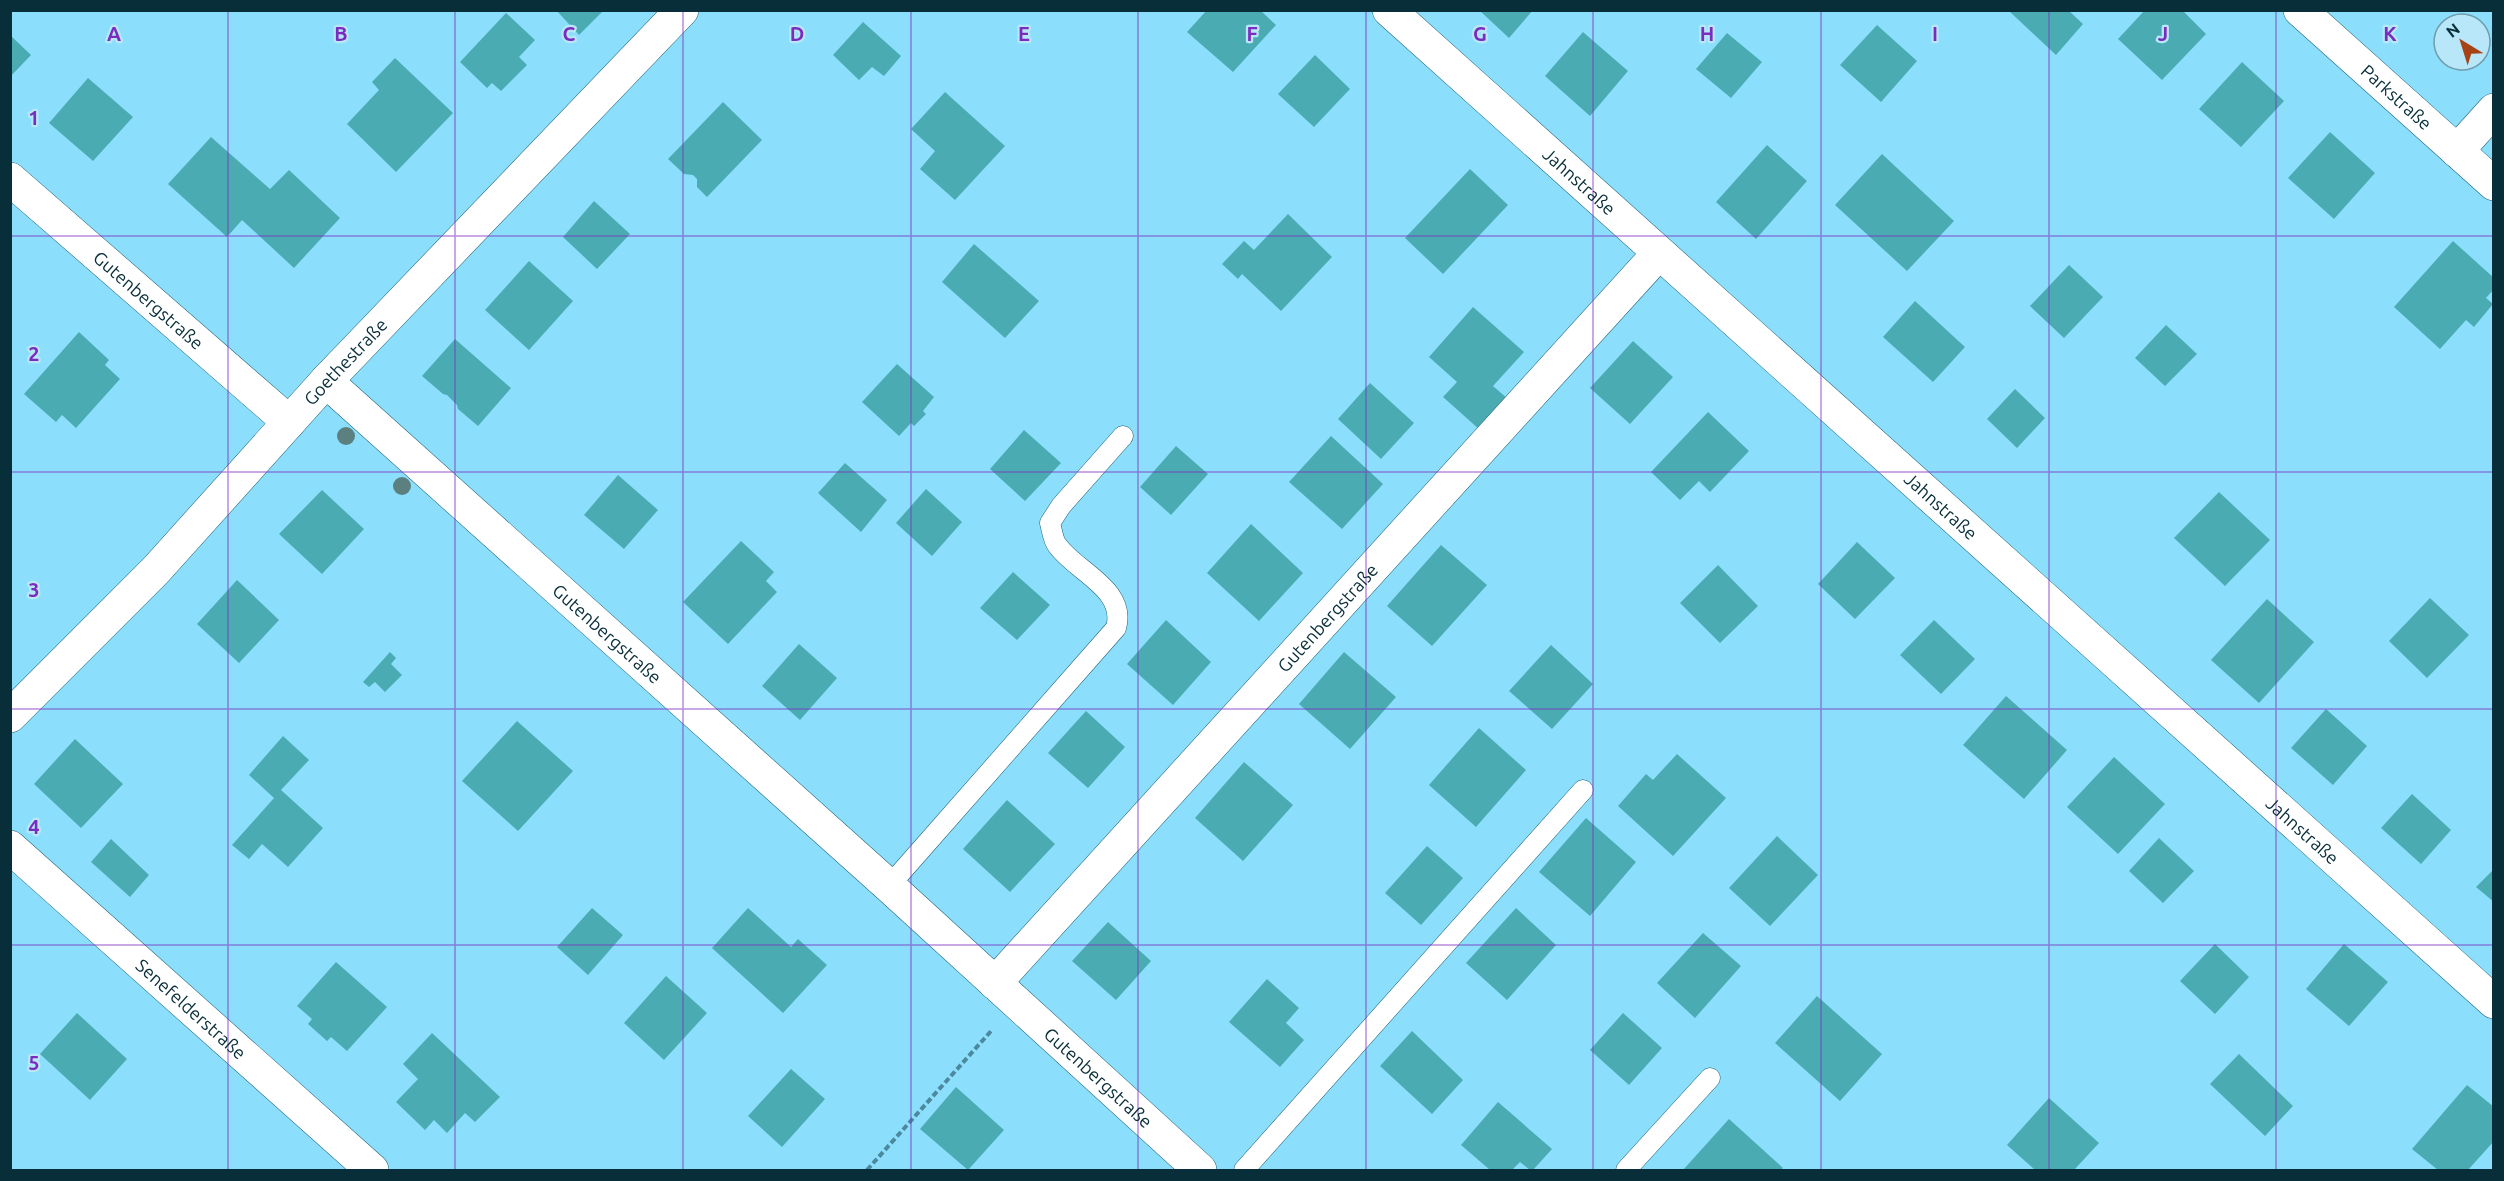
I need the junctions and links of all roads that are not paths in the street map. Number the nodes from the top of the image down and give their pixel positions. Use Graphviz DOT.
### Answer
graph roads {
  1 [pos="682,10"];
  2 [pos="1389,10"];
  3 [pos="2300,10"];
  4 [pos="2493,110"];
  5 [pos="2457,151"];
  6 [pos="10,179"];
  7 [pos="2493,184"];
  8 [pos="1659,254"];
  9 [pos="326,381"];
  10 [pos="289,422"];
  11 [pos="1124,436"];
  12 [pos="10,716"];
  13 [pos="1583,790"];
  14 [pos="10,847"];
  15 [pos="889,886"];
  16 [pos="1006,993"];
  17 [pos="2493,1002"];
  18 [pos="1710,1078"];
  19 [pos="372,1170"];
  20 [pos="1200,1170"];
  21 [pos="1244,1170"];
  22 [pos="1626,1170"];
  1 -- 9 [label="street, Goethestraße"];
  2 -- 8 [label="street, Jahnstraße"];
  3 -- 5 [label="street, Parkstraße"];
  4 -- 5 [label="street"];
  5 -- 7 [label="street, Parkstraße"];
  6 -- 10 [label="street, Gutenbergstraße"];
  8 -- 16 [label="street, Gutenbergstraße"];
  8 -- 17 [label="street, Jahnstraße"];
  9 -- 10 [label="street, Goethestraße"];
  9 -- 15 [label="street, Gutenbergstraße"];
  10 -- 12 [label="street, Goethestraße"];
  11 -- 15 [label="lane"];
  13 -- 21 [label="lane"];
  14 -- 19 [label="street, Senefelderstraße"];
  15 -- 16 [label="street, Gutenbergstraße"];
  16 -- 20 [label="street, Gutenbergstraße"];
  18 -- 22 [label="lane"];
}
+--
## EXERCISE PROMPT
Copy all lines of the material above where the string "Gutenbergstraße" occurs.

## ANSWER BELOW
  6 -- 10 [label="street, Gutenbergstraße"];
  8 -- 16 [label="street, Gutenbergstraße"];
  9 -- 15 [label="street, Gutenbergstraße"];
  15 -- 16 [label="street, Gutenbergstraße"];
  16 -- 20 [label="street, Gutenbergstraße"];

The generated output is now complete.